Data supplied below:

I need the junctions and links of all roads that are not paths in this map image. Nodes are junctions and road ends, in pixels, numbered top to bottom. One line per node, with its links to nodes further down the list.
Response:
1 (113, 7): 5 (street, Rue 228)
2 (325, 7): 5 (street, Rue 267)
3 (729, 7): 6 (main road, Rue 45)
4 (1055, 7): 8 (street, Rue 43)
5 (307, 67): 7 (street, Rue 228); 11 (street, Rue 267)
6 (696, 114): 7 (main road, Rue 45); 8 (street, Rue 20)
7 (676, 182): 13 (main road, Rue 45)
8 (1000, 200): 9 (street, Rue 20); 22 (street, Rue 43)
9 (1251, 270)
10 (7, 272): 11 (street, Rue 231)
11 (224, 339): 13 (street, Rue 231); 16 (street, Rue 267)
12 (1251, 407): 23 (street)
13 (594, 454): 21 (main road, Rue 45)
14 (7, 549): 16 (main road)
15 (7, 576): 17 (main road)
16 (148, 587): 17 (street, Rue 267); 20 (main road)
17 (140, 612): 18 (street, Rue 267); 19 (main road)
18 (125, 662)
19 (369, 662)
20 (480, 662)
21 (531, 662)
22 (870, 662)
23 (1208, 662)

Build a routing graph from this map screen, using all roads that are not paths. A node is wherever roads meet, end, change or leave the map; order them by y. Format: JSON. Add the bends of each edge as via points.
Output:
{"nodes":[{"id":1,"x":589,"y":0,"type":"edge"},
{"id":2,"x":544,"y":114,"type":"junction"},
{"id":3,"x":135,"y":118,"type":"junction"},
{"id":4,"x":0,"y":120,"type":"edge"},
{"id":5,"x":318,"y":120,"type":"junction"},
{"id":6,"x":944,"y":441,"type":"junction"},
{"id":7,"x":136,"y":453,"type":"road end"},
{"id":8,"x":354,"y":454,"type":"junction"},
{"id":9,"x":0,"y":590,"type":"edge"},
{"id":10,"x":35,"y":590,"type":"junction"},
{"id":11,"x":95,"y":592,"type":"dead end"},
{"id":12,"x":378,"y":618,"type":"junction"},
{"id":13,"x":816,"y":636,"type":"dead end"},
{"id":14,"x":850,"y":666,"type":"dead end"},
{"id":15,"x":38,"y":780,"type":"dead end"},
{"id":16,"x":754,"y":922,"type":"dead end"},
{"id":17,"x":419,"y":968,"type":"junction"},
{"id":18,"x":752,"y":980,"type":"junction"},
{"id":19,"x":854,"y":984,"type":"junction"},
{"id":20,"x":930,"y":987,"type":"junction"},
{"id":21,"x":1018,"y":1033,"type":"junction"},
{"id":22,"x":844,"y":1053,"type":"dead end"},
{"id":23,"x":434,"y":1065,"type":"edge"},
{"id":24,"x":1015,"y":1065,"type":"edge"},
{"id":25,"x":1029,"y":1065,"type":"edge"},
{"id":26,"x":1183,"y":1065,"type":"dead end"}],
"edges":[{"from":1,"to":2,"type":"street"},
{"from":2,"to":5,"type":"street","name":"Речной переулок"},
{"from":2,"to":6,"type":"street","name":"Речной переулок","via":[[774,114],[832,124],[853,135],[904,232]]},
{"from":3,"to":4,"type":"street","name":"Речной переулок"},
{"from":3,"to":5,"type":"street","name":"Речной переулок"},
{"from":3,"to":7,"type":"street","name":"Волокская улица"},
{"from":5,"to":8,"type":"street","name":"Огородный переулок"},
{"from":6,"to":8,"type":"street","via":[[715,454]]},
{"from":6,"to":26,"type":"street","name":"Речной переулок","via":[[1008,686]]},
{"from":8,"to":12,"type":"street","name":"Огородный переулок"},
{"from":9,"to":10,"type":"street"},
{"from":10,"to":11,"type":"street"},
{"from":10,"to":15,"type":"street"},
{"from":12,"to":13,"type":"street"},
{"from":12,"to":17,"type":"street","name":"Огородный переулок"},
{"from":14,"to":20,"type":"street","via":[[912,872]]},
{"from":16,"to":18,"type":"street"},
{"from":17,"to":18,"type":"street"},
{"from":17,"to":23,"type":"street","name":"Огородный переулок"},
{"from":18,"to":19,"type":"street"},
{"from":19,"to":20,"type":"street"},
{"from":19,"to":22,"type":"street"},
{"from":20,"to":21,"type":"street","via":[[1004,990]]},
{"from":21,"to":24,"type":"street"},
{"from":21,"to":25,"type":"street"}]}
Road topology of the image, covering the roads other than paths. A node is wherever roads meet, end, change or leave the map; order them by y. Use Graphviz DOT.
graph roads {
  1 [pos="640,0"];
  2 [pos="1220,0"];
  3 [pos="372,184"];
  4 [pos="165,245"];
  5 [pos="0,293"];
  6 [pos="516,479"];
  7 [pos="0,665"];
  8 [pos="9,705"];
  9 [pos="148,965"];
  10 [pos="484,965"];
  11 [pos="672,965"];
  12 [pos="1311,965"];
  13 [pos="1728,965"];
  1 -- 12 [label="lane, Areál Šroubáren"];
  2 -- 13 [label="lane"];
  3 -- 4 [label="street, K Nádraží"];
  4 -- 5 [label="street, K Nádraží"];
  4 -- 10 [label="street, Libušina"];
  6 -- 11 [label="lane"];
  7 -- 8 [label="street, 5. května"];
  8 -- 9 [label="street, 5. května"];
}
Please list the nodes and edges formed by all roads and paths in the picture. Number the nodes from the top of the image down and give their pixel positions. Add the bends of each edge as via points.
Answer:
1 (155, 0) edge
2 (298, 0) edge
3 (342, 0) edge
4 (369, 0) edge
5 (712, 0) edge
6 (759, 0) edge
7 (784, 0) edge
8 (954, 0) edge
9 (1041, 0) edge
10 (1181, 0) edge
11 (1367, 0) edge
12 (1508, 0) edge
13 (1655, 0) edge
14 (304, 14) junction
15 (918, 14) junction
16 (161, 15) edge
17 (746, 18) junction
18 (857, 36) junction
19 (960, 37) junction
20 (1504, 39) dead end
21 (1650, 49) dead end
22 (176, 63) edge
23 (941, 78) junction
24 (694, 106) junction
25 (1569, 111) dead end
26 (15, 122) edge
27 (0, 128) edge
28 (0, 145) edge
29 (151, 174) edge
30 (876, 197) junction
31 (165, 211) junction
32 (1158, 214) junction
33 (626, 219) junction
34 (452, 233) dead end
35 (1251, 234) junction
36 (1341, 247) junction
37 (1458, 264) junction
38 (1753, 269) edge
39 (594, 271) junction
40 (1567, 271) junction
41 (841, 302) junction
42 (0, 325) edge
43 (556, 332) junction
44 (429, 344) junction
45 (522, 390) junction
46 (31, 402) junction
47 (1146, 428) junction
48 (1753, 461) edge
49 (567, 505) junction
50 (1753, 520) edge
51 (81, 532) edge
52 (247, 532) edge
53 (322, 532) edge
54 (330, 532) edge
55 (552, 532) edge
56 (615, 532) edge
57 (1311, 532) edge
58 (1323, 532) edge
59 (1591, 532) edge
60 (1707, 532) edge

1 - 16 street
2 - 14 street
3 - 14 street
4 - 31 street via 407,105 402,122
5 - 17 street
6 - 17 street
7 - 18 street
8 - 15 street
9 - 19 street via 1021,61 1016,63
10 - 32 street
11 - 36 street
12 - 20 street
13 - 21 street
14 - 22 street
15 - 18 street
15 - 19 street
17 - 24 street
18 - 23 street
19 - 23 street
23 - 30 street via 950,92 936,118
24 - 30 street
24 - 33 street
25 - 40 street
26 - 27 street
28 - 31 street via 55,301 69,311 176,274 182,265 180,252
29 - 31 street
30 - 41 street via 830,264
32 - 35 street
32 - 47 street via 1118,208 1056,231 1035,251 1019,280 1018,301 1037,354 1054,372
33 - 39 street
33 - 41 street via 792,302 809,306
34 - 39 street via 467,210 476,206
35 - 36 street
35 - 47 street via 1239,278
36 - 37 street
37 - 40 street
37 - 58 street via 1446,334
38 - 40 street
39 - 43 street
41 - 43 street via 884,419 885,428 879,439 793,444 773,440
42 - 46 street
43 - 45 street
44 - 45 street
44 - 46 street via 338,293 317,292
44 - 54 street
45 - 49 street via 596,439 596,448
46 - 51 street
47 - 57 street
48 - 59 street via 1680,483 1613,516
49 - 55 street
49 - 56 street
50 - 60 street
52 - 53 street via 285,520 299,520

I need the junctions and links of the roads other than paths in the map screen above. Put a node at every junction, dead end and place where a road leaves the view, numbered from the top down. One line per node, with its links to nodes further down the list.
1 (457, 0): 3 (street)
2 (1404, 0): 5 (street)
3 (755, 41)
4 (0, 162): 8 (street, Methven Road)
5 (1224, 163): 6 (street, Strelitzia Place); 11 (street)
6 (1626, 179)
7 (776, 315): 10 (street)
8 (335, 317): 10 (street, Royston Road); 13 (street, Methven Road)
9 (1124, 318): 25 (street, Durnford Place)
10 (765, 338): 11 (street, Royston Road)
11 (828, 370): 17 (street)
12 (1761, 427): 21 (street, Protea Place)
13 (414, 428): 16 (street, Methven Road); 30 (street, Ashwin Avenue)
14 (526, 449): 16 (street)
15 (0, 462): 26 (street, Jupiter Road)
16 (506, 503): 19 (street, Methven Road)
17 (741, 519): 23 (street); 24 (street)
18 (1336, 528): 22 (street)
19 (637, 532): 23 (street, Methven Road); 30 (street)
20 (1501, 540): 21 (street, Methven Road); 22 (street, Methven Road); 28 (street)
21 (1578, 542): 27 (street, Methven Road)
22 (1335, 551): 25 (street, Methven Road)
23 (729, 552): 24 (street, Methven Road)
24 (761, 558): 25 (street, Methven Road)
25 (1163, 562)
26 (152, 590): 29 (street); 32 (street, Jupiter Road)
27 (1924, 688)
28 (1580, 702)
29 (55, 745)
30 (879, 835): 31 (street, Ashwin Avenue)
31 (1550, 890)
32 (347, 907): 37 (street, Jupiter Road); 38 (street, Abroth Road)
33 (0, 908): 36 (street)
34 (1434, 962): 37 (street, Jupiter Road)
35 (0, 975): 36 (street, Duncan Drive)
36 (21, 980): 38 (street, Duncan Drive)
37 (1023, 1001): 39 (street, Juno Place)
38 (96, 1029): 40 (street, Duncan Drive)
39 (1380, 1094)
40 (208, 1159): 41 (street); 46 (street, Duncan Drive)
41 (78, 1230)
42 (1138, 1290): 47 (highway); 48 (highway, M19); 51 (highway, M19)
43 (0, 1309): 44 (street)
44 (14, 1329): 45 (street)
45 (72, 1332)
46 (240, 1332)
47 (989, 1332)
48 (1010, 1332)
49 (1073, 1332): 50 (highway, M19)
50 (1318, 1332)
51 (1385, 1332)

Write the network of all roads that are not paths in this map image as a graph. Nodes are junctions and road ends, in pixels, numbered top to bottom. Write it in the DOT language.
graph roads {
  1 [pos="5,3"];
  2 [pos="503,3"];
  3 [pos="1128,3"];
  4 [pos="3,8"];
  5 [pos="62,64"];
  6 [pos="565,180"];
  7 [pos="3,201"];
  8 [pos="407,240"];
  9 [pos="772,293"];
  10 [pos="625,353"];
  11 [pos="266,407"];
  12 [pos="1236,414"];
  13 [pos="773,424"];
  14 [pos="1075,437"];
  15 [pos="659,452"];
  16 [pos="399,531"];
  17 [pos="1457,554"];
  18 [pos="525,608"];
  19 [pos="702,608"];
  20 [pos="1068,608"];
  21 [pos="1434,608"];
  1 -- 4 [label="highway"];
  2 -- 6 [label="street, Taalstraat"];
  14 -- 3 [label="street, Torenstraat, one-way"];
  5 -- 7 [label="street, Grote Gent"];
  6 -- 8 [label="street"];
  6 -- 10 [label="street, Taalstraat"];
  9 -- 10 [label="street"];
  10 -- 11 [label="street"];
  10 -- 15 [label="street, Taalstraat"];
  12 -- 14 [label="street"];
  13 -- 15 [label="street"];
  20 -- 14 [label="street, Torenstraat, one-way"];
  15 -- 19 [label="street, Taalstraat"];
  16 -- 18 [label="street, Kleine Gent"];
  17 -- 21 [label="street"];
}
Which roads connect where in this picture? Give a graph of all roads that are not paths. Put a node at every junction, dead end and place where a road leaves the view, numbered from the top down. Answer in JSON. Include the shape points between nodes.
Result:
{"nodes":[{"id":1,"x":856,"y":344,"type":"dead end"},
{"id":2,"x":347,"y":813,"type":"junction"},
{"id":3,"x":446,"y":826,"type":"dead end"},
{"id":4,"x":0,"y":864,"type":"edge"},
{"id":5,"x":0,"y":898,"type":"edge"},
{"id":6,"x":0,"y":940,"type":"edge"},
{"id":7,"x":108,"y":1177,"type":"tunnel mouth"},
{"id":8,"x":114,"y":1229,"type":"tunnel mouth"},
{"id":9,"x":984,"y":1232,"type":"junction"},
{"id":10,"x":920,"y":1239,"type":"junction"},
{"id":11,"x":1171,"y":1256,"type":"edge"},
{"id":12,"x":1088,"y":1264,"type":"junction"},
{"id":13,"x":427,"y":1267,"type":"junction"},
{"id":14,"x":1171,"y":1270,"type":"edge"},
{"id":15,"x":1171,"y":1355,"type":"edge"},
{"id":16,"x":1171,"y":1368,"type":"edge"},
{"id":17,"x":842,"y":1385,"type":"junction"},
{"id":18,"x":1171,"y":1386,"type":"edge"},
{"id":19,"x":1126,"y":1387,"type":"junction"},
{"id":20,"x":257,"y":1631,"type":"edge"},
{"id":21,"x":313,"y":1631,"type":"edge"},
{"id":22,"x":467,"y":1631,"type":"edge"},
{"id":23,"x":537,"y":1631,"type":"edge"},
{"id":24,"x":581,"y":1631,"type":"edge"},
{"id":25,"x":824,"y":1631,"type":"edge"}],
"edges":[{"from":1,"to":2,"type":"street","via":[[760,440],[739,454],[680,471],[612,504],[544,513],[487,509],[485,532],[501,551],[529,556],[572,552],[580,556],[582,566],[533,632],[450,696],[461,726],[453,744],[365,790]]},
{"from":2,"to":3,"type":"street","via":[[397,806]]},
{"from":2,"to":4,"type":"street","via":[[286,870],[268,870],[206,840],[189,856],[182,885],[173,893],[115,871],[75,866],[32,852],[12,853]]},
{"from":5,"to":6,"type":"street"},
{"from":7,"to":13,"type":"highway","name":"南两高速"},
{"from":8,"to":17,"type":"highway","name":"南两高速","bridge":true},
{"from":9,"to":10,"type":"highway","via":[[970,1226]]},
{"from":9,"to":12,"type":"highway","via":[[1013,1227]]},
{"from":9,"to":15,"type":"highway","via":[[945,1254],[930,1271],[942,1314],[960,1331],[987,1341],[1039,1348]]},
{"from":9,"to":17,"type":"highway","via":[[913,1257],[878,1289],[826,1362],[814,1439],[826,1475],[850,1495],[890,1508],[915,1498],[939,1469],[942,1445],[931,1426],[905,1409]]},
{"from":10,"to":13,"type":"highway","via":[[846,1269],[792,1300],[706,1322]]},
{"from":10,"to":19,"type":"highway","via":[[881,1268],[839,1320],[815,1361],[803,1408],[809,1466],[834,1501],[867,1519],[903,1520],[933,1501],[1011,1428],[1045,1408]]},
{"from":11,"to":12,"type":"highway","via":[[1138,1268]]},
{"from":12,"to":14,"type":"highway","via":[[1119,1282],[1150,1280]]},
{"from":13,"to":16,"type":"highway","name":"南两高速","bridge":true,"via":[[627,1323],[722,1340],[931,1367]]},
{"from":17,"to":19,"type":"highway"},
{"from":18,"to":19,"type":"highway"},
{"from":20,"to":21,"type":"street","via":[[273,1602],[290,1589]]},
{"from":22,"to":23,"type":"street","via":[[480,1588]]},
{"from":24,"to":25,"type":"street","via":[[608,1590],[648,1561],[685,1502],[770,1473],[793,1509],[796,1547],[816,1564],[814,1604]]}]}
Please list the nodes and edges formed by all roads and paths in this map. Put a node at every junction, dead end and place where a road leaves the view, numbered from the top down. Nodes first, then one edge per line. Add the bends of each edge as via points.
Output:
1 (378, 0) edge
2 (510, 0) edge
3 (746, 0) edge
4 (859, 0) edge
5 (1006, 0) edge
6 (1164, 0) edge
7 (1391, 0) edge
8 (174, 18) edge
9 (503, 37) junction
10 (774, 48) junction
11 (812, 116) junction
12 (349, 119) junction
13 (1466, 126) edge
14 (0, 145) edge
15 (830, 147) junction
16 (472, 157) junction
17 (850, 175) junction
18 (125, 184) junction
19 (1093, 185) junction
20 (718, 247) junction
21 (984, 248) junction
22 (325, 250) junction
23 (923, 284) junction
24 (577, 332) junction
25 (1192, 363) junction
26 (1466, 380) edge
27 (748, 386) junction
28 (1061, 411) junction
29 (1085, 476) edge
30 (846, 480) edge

End of Data supplied.

What is being asked: Show all lines from the listing above in which "南两高速" appears.

Answer section:
{"from":7,"to":13,"type":"highway","name":"南两高速"},
{"from":8,"to":17,"type":"highway","name":"南两高速","bridge":true},
{"from":13,"to":16,"type":"highway","name":"南两高速","bridge":true,"via":[[627,1323],[722,1340],[931,1367]]},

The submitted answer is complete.